A single DFLP lock-acquire-release cycle can trigger 6-8 RB-Tree operations. With a fixed array, each of those operations would need special-case handling for priority slot collisions, bitmap synchronization across CPUs, and array bounds checking. With RB-Trees, they’re all the same uniform, bounded, certifiable operation.
6. Wrapping Up
The shift from fixed-size priority arrays to Red-Black Trees in the RTEMS 7 SuperCore wasn’t a performance optimization. It was an architectural prerequisite.
Without O(log n) deterministic priority aggregation, modern SMP locking protocols just can’t work correctly:
- FMLP-S’s Priority Ceiling requires instant, fine-grained priority insertion and removal.
- FMLP-L’s Priority Inheritance requires dynamic aggregation across multiple lock holders.
- DFLP’s Task Migration requires cross-CPU scheduler insertion with bounded WCET.

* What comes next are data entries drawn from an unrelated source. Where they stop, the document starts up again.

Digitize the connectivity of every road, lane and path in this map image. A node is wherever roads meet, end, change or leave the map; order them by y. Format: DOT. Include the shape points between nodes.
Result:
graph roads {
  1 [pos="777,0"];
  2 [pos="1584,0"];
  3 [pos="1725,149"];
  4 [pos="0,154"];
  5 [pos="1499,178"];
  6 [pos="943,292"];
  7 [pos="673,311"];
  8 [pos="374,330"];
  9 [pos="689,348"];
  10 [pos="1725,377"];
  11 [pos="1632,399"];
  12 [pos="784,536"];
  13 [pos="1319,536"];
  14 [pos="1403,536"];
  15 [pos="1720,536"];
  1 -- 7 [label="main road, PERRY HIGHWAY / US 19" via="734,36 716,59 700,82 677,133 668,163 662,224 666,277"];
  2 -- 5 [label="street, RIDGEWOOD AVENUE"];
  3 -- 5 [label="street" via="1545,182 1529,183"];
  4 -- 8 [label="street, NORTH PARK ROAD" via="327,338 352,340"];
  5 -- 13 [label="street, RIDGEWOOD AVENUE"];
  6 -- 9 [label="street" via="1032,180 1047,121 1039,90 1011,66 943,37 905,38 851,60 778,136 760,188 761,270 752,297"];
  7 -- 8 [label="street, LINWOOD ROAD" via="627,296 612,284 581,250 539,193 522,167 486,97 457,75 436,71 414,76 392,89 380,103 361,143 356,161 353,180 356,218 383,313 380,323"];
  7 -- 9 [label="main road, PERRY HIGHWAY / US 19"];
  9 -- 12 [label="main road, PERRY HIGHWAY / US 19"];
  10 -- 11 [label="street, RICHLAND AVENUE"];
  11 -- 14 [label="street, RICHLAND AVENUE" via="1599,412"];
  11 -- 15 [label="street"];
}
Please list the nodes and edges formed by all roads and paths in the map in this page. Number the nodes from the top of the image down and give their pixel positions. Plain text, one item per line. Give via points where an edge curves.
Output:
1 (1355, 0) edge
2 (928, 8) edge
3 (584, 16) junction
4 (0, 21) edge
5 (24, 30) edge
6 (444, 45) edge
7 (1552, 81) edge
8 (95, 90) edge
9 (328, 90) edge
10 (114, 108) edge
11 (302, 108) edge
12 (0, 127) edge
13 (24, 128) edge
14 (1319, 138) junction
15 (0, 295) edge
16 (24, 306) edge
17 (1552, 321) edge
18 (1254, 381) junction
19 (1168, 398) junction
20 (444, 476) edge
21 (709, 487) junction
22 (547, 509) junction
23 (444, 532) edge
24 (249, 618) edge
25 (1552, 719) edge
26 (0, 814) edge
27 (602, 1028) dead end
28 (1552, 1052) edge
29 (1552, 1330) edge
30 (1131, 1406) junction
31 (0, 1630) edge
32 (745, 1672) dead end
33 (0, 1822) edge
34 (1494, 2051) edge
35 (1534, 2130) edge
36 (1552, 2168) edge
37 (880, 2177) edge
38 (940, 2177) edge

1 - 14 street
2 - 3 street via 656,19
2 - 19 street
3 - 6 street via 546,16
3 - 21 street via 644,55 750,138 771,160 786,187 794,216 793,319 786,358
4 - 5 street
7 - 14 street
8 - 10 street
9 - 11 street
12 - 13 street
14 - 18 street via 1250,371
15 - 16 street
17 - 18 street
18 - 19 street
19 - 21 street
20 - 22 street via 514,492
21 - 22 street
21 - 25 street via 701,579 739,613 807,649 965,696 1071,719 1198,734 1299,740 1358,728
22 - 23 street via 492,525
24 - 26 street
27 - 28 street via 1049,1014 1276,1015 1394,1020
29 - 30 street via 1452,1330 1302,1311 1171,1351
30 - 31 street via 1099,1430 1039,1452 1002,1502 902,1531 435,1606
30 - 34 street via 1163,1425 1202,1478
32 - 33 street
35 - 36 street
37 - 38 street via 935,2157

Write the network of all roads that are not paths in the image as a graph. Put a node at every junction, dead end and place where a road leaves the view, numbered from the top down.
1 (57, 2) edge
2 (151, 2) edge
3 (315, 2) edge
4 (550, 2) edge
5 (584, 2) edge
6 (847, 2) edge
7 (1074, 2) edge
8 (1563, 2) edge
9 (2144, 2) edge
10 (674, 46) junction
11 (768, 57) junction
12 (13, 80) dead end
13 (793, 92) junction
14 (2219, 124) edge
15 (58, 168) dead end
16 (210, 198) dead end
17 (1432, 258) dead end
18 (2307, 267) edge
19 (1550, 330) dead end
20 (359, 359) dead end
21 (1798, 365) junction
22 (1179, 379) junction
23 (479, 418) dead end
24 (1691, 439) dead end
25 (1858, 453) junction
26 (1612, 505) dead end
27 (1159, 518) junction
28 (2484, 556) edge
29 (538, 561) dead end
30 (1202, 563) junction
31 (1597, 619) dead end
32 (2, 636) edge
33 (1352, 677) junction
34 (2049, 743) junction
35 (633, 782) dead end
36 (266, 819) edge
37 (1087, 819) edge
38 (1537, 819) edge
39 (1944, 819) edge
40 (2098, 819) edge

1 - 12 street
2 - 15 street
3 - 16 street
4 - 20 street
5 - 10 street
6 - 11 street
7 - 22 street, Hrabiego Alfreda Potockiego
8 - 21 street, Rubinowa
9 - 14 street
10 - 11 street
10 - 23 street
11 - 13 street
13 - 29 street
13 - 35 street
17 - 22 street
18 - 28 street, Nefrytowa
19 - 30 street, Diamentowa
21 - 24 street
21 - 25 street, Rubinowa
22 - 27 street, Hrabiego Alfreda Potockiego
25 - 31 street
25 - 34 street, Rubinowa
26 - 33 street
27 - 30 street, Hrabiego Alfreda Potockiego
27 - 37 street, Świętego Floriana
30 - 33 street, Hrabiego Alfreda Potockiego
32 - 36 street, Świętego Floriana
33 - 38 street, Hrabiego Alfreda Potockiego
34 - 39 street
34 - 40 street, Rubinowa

Red-Black Trees make all of this possible with a single, uniform data structure whose worst-case behavior is mathematically bounded and certifiable. For pre-qualification of RTEMS on modern multi-core silicon, there really isn’t an alternative.
TL;DR
- The Legacy Problem: Older RTOSs used fixed-size priority arrays (
priority_array[16]) for O(1) scheduling. This breaks on modern SMP because it limits priority granularity, can’t handle multi-source priority aggregation (inheritance + ceiling), and scales unpredictably. - The RTEMS 7 Solution: Red-Black Trees at every level: thread queue ordering, priority aggregation within
Scheduler_Node, and scheduler ready queues. All operations are O(log n). - Why O(log n) Matters: Hard real-time systems require bounded Worst-Case Execution Time (WCET). O(log n) is deterministic and certifiable. Fixed arrays with bitmap scanning are not.
- Protocol Impact: FMLP-S (ceiling insertion/removal), FMLP-L (inheritance aggregation), and DFLP (cross-CPU migration with priority boosting) all depend on fast, bounded priority tree operations. A single DFLP lock cycle can trigger 6-8 RB-Tree operations.
- Pre-Qualification: The O(log n) bound provides clean, auditable WCET documentation required by safety standards like DO-178C and ISO 26262. The YAML specs in
rtems-centraltrace directly to these RB-Tree operations.